Material supplied
----

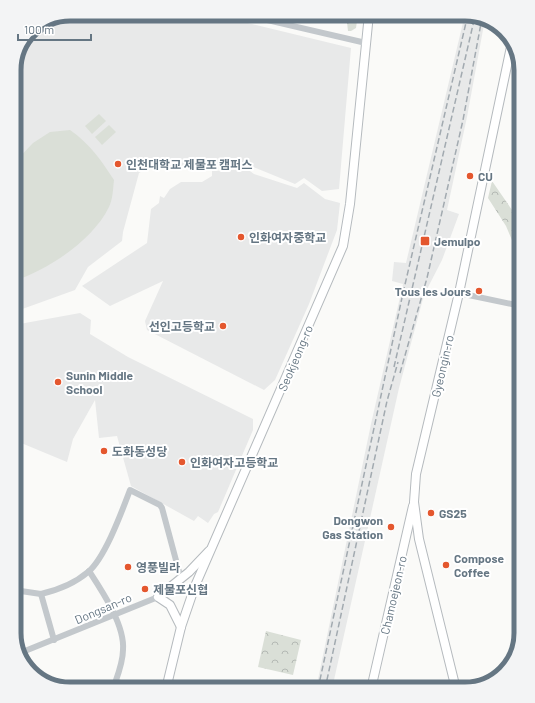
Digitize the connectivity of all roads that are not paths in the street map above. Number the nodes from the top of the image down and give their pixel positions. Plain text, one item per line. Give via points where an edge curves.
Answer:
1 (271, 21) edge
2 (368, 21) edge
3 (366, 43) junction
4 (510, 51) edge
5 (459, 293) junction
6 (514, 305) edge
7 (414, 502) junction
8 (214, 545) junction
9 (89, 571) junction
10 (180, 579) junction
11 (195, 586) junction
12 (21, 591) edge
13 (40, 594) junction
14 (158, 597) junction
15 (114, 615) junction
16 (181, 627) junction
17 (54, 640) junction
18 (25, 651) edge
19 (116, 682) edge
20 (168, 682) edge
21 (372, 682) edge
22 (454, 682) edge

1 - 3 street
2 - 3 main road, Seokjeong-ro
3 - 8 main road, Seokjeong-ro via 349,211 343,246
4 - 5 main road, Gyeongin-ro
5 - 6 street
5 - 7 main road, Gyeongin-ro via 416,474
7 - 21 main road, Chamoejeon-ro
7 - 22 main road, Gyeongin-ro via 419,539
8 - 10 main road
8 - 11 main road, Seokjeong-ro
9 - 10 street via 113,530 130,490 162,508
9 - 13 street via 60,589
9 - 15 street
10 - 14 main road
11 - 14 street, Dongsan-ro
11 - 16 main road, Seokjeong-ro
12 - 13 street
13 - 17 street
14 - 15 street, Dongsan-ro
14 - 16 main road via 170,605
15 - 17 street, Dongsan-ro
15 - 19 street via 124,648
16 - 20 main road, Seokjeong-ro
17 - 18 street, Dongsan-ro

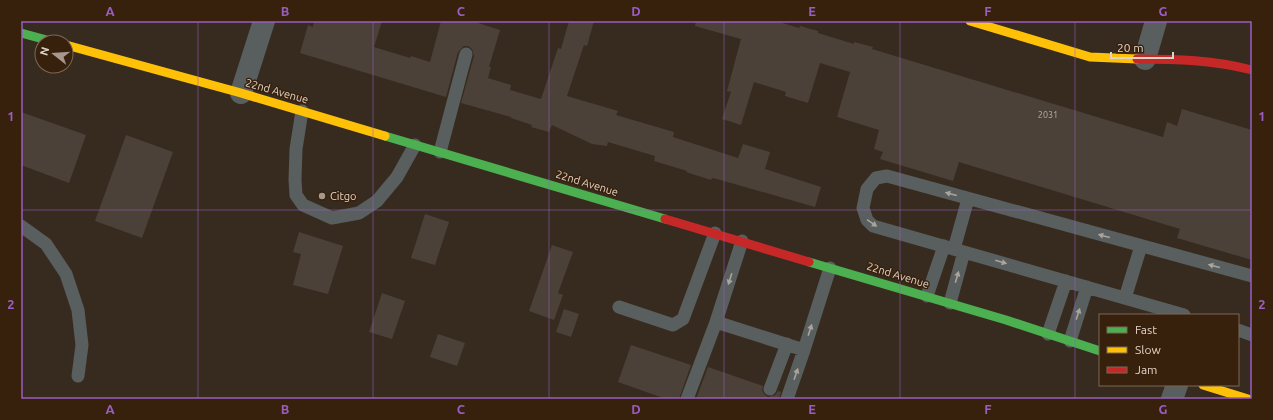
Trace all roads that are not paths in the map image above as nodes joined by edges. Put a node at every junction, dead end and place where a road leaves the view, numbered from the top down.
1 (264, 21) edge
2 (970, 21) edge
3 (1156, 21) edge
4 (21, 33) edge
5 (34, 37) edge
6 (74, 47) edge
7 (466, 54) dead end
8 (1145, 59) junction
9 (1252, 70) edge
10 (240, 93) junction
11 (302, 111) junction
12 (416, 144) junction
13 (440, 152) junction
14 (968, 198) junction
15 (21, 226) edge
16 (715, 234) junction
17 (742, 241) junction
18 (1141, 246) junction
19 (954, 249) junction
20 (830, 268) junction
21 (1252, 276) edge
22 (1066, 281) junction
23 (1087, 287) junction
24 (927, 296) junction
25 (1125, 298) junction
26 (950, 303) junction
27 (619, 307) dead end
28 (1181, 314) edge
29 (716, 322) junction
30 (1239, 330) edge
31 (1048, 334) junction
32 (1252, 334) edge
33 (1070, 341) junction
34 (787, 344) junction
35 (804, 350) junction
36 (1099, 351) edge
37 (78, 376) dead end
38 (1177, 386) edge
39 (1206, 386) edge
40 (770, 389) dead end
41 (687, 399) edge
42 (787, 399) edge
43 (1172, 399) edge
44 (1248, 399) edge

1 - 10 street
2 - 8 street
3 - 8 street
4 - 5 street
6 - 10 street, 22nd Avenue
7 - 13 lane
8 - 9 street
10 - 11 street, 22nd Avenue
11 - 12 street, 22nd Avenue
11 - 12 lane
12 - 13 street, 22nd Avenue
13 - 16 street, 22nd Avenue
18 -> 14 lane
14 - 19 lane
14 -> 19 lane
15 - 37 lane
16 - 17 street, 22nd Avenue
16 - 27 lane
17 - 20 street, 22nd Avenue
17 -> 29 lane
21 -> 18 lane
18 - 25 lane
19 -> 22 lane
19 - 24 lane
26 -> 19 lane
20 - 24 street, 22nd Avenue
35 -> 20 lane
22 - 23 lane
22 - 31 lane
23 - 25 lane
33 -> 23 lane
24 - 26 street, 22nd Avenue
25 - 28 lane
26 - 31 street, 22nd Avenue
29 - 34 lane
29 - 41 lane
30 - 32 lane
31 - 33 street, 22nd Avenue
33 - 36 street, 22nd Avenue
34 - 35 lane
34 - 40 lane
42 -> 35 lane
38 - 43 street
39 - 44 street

----

All records are to be reproduced exactly; the pictures are to be omitted.

Digitize the connectivity of all roads that are not paths in the street map above. Number the nodes from the top of the image down and give their pixel positions. Plain text, one item per line. Give via points where an edge curves.
Answer:
1 (271, 21) edge
2 (368, 21) edge
3 (366, 43) junction
4 (510, 51) edge
5 (459, 293) junction
6 (514, 305) edge
7 (414, 502) junction
8 (214, 545) junction
9 (89, 571) junction
10 (180, 579) junction
11 (195, 586) junction
12 (21, 591) edge
13 (40, 594) junction
14 (158, 597) junction
15 (114, 615) junction
16 (181, 627) junction
17 (54, 640) junction
18 (25, 651) edge
19 (116, 682) edge
20 (168, 682) edge
21 (372, 682) edge
22 (454, 682) edge

1 - 3 street
2 - 3 main road, Seokjeong-ro
3 - 8 main road, Seokjeong-ro via 349,211 343,246
4 - 5 main road, Gyeongin-ro
5 - 6 street
5 - 7 main road, Gyeongin-ro via 416,474
7 - 21 main road, Chamoejeon-ro
7 - 22 main road, Gyeongin-ro via 419,539
8 - 10 main road
8 - 11 main road, Seokjeong-ro
9 - 10 street via 113,530 130,490 162,508
9 - 13 street via 60,589
9 - 15 street
10 - 14 main road
11 - 14 street, Dongsan-ro
11 - 16 main road, Seokjeong-ro
12 - 13 street
13 - 17 street
14 - 15 street, Dongsan-ro
14 - 16 main road via 170,605
15 - 17 street, Dongsan-ro
15 - 19 street via 124,648
16 - 20 main road, Seokjeong-ro
17 - 18 street, Dongsan-ro

Trace all roads that are not paths in the map image above as nodes joined by edges. Put a node at every junction, dead end and place where a road leaves the view, numbered from the top down.
1 (264, 21) edge
2 (970, 21) edge
3 (1156, 21) edge
4 (21, 33) edge
5 (34, 37) edge
6 (74, 47) edge
7 (466, 54) dead end
8 (1145, 59) junction
9 (1252, 70) edge
10 (240, 93) junction
11 (302, 111) junction
12 (416, 144) junction
13 (440, 152) junction
14 (968, 198) junction
15 (21, 226) edge
16 (715, 234) junction
17 (742, 241) junction
18 (1141, 246) junction
19 (954, 249) junction
20 (830, 268) junction
21 (1252, 276) edge
22 (1066, 281) junction
23 (1087, 287) junction
24 (927, 296) junction
25 (1125, 298) junction
26 (950, 303) junction
27 (619, 307) dead end
28 (1181, 314) edge
29 (716, 322) junction
30 (1239, 330) edge
31 (1048, 334) junction
32 (1252, 334) edge
33 (1070, 341) junction
34 (787, 344) junction
35 (804, 350) junction
36 (1099, 351) edge
37 (78, 376) dead end
38 (1177, 386) edge
39 (1206, 386) edge
40 (770, 389) dead end
41 (687, 399) edge
42 (787, 399) edge
43 (1172, 399) edge
44 (1248, 399) edge

1 - 10 street
2 - 8 street
3 - 8 street
4 - 5 street
6 - 10 street, 22nd Avenue
7 - 13 lane
8 - 9 street
10 - 11 street, 22nd Avenue
11 - 12 street, 22nd Avenue
11 - 12 lane
12 - 13 street, 22nd Avenue
13 - 16 street, 22nd Avenue
18 -> 14 lane
14 - 19 lane
14 -> 19 lane
15 - 37 lane
16 - 17 street, 22nd Avenue
16 - 27 lane
17 - 20 street, 22nd Avenue
17 -> 29 lane
21 -> 18 lane
18 - 25 lane
19 -> 22 lane
19 - 24 lane
26 -> 19 lane
20 - 24 street, 22nd Avenue
35 -> 20 lane
22 - 23 lane
22 - 31 lane
23 - 25 lane
33 -> 23 lane
24 - 26 street, 22nd Avenue
25 - 28 lane
26 - 31 street, 22nd Avenue
29 - 34 lane
29 - 41 lane
30 - 32 lane
31 - 33 street, 22nd Avenue
33 - 36 street, 22nd Avenue
34 - 35 lane
34 - 40 lane
42 -> 35 lane
38 - 43 street
39 - 44 street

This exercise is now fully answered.